One of children TV's most iconic voices has fallen silent.
Lucille Bliss, the actress who played Smurfette in the classic 1980s cartoon The Smurfs, has died. She was 96.
Bliss died Nov. 8 of natural causes at an assisted living center in Costa Mesa, Calif., the Orange County coroner told the Los Angeles Times.
During a six-decade career in film and television, Bliss gave voice to a series of well-known toons. In 1950, one of her first roles was in Disney's Cinderella as Anastasia Tremaine, the clumsy redheaded stepsister who torments the titular character and tries to land Prince Charming for herself.
The same year Cinderella was released, Bliss originated the character of Crusader Rabbit, the first ever made-for-television cartoon that aired on NBC. It was cocreated by Jay Ward, who later launched Rocky and Bullwinkle and Dudley Do-Right.
After Crusader Rabbit ended in 1952, Blissed continued to land a variety of voice roles for Disney, MGM and Hanna-Barbera Productions.

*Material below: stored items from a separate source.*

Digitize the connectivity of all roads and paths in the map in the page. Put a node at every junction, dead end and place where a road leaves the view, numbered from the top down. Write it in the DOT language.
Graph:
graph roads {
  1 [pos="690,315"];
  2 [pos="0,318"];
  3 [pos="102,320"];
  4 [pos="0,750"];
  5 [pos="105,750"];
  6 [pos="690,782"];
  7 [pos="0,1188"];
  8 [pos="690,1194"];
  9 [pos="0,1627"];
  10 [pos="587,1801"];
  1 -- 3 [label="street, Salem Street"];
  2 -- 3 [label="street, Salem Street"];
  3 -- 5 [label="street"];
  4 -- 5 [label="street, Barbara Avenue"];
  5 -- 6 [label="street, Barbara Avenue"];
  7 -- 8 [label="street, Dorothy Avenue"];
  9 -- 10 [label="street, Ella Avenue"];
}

She voiced Tuffy in MGM's Robin Hoodwinked, Hugo in The Flintstones and the original Elroy in The Jetsons—a job she lost after refusing to work under a stage name to hide the fact she was a woman voicing a little boy.
But Bliss is perhaps best remembered as the voice of Smurfette, the leading lady of tiny blue tribe in The Smurfs. Her squeaky voice was replicated in the 2011 movie by Katy Perry.
Bliss never married and left no immediate survivors.